● EXERCISE AIM: Say how many lines of the listing below hold the word "every". Give only that number.

● MATERIAL TO PROCESS:
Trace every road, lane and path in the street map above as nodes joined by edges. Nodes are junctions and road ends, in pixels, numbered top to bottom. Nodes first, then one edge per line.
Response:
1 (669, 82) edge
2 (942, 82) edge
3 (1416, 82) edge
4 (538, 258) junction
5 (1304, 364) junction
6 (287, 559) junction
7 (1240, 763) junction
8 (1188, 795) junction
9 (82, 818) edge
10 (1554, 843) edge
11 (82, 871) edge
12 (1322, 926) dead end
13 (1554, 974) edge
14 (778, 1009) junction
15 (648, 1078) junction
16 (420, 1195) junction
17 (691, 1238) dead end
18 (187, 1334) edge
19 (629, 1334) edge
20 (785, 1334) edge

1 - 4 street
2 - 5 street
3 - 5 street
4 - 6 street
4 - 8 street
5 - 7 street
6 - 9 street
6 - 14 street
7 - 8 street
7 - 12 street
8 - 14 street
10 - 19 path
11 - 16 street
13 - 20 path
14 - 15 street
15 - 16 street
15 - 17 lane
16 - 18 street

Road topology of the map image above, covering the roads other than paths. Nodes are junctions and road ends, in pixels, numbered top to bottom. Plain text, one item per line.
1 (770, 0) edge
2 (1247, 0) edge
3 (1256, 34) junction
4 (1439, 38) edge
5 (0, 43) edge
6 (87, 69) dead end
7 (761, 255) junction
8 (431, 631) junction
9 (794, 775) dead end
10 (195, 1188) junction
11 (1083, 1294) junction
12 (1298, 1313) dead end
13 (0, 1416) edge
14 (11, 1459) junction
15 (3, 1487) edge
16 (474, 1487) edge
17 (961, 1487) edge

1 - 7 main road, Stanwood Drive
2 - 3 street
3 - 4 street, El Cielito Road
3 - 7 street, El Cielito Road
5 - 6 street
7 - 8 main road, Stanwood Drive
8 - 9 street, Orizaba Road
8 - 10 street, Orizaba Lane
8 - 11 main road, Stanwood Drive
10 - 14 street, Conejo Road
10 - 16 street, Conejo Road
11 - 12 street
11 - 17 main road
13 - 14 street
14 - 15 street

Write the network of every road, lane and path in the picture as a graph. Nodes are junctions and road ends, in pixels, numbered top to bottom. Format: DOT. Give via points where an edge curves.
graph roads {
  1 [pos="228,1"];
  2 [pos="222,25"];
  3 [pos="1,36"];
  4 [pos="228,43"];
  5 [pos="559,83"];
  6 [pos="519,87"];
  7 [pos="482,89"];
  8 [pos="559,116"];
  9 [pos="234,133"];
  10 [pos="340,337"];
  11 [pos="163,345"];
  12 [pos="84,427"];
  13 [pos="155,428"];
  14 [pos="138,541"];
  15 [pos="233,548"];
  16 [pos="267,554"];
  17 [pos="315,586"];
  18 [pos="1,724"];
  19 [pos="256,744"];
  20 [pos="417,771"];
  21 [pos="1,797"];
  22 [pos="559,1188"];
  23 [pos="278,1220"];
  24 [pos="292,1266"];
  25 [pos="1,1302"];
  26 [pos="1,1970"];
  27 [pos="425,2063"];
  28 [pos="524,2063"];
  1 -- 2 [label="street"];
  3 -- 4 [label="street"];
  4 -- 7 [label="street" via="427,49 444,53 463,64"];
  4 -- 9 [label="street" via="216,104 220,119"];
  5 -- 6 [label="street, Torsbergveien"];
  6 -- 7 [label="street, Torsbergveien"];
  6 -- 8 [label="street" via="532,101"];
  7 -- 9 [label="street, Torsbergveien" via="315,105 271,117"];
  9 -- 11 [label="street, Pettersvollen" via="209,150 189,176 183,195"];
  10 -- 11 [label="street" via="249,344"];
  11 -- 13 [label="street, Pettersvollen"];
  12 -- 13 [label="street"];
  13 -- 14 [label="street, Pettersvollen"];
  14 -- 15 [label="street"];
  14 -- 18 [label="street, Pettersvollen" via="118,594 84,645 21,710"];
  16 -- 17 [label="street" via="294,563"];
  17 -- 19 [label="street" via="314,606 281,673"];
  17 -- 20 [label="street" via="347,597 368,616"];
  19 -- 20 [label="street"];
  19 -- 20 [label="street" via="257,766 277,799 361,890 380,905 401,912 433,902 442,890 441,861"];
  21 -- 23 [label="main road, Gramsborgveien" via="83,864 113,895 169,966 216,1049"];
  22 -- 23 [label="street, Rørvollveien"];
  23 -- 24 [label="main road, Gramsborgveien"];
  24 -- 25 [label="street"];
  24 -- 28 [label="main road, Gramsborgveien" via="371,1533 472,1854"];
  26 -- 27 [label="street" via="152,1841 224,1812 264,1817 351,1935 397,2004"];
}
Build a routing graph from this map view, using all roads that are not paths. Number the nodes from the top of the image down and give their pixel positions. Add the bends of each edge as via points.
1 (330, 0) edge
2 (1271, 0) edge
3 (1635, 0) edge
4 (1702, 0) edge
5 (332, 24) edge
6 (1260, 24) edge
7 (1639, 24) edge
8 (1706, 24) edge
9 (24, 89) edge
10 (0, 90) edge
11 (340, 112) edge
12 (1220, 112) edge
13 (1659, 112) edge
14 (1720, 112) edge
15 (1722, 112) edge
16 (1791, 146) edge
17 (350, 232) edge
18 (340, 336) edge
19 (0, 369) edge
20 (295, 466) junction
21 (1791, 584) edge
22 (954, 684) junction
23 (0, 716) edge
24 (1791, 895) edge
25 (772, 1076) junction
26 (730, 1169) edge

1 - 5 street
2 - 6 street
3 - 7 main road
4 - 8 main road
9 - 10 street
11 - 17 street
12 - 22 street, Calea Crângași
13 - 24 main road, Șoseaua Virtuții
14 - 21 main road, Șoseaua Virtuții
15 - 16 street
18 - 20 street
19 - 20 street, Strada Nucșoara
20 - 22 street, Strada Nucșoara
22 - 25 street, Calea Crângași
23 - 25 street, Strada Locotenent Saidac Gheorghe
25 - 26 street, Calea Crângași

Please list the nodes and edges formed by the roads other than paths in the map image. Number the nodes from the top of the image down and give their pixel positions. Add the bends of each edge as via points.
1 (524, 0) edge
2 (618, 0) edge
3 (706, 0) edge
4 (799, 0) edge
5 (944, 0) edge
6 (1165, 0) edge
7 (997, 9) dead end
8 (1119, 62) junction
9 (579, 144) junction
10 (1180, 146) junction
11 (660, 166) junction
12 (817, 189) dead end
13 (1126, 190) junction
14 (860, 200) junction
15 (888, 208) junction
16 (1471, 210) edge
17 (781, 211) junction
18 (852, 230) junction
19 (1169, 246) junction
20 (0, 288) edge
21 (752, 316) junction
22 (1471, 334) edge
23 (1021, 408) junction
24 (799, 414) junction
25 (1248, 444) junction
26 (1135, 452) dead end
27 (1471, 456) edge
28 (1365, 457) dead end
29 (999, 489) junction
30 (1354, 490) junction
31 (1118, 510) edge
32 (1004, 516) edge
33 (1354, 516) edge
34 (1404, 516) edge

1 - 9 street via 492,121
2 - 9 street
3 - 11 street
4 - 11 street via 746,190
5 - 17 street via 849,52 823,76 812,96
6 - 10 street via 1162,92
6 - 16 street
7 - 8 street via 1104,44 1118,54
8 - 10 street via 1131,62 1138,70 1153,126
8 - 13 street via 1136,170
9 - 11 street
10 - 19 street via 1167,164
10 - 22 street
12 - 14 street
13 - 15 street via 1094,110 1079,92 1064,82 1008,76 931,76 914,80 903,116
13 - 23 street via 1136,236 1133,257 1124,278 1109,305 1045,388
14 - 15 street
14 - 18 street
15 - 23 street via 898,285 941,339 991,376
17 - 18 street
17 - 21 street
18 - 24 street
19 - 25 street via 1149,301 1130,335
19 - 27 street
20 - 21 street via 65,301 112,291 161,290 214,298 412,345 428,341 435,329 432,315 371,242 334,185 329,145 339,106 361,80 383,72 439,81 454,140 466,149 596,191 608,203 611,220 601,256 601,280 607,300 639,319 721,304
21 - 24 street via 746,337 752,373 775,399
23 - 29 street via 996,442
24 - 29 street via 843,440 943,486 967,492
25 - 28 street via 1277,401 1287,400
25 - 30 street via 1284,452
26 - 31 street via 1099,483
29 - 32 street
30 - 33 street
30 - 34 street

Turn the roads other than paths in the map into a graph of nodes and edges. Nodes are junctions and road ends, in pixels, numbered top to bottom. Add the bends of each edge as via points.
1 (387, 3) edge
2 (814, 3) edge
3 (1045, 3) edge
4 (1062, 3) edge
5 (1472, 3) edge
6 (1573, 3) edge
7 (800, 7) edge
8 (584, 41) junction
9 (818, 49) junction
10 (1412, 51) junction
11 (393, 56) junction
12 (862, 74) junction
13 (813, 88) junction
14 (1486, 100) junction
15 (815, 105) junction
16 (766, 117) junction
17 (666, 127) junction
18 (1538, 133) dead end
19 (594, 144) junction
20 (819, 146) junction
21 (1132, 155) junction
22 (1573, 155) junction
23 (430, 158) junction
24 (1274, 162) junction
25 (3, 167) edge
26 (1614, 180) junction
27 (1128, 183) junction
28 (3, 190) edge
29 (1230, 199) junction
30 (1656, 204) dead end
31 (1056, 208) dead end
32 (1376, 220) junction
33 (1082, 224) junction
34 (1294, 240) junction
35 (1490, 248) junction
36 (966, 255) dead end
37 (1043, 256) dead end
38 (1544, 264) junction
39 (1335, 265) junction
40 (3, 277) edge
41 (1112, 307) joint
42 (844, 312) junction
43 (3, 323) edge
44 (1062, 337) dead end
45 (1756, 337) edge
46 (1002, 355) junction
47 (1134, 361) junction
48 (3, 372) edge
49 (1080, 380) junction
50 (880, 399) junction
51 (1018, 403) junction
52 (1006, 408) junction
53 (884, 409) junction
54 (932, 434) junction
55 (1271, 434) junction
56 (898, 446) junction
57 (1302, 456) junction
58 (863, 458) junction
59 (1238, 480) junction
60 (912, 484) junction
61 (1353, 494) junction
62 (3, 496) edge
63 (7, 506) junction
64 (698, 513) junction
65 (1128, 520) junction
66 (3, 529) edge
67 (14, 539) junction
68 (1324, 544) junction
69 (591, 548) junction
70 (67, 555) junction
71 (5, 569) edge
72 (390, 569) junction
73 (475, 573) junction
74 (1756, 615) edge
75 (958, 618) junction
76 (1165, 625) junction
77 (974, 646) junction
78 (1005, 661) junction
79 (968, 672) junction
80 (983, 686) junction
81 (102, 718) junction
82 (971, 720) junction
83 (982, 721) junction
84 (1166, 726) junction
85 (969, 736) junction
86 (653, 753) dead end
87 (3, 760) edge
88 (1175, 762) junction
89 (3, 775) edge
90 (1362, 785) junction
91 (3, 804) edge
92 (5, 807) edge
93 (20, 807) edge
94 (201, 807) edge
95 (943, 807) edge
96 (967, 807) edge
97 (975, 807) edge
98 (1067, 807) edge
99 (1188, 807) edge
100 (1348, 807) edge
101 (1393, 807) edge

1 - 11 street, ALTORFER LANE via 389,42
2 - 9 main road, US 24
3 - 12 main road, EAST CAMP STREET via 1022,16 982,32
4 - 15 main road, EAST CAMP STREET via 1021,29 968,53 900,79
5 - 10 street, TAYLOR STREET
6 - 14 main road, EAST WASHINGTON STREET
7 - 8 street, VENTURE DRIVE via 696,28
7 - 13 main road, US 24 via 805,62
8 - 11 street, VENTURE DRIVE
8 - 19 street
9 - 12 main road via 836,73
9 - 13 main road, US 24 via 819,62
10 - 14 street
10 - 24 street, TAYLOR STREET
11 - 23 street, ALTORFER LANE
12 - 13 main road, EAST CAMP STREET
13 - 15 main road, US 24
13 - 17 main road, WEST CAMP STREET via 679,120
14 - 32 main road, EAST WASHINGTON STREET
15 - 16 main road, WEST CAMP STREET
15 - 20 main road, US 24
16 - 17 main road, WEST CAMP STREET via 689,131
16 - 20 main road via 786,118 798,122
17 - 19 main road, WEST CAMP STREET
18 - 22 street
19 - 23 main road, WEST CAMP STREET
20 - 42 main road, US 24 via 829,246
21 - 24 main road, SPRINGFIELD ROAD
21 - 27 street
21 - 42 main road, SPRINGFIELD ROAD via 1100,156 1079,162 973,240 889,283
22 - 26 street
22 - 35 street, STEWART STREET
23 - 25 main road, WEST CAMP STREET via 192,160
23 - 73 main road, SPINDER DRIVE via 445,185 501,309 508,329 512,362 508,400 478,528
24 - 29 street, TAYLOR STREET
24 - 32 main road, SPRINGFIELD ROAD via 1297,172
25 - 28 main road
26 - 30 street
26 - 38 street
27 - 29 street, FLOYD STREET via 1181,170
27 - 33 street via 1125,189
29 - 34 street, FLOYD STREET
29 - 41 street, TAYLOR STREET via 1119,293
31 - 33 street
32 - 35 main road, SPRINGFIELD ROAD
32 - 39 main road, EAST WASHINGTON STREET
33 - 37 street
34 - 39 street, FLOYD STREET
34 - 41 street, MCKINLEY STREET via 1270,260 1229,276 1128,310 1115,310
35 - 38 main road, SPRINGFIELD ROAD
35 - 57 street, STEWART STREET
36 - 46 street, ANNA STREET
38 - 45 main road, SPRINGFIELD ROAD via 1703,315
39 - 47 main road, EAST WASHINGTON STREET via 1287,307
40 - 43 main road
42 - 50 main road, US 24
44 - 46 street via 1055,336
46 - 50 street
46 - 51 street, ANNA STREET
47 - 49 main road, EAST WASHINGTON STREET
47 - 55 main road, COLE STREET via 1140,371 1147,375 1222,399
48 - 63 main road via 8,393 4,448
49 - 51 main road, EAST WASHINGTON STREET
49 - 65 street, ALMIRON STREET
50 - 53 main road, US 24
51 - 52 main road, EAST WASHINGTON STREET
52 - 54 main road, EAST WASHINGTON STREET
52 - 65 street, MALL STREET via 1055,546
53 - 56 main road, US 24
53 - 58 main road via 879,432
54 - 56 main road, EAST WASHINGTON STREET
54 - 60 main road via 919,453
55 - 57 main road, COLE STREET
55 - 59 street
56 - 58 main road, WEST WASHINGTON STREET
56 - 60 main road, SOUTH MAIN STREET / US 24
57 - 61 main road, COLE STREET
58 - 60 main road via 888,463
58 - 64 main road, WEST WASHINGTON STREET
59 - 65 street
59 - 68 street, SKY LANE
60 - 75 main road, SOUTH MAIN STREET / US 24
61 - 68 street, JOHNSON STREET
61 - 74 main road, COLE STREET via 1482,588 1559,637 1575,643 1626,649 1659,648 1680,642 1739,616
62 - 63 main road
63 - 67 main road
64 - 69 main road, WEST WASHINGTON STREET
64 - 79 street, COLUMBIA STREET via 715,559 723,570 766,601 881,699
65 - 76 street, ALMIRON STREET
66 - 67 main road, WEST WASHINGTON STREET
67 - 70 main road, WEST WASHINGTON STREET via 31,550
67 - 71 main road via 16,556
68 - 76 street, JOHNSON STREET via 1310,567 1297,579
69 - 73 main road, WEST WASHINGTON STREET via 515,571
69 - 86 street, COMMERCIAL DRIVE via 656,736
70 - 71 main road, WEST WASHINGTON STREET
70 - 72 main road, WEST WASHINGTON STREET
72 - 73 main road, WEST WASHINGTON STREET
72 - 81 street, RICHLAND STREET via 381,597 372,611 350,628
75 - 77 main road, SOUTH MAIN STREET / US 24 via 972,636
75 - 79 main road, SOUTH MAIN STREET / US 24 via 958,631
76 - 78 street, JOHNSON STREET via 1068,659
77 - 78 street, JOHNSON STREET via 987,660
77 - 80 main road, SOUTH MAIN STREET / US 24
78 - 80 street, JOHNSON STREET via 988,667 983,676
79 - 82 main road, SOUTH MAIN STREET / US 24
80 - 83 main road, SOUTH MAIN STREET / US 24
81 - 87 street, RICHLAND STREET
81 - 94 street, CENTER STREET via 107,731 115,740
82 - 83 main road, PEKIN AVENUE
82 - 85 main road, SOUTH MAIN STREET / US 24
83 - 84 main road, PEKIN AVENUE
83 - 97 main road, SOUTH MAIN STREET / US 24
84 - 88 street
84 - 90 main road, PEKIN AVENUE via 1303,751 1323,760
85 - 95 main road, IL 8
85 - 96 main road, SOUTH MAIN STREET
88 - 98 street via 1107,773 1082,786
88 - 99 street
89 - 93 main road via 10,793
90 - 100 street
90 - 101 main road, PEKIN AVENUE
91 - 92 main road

● WRITTEN SOLUTION: 2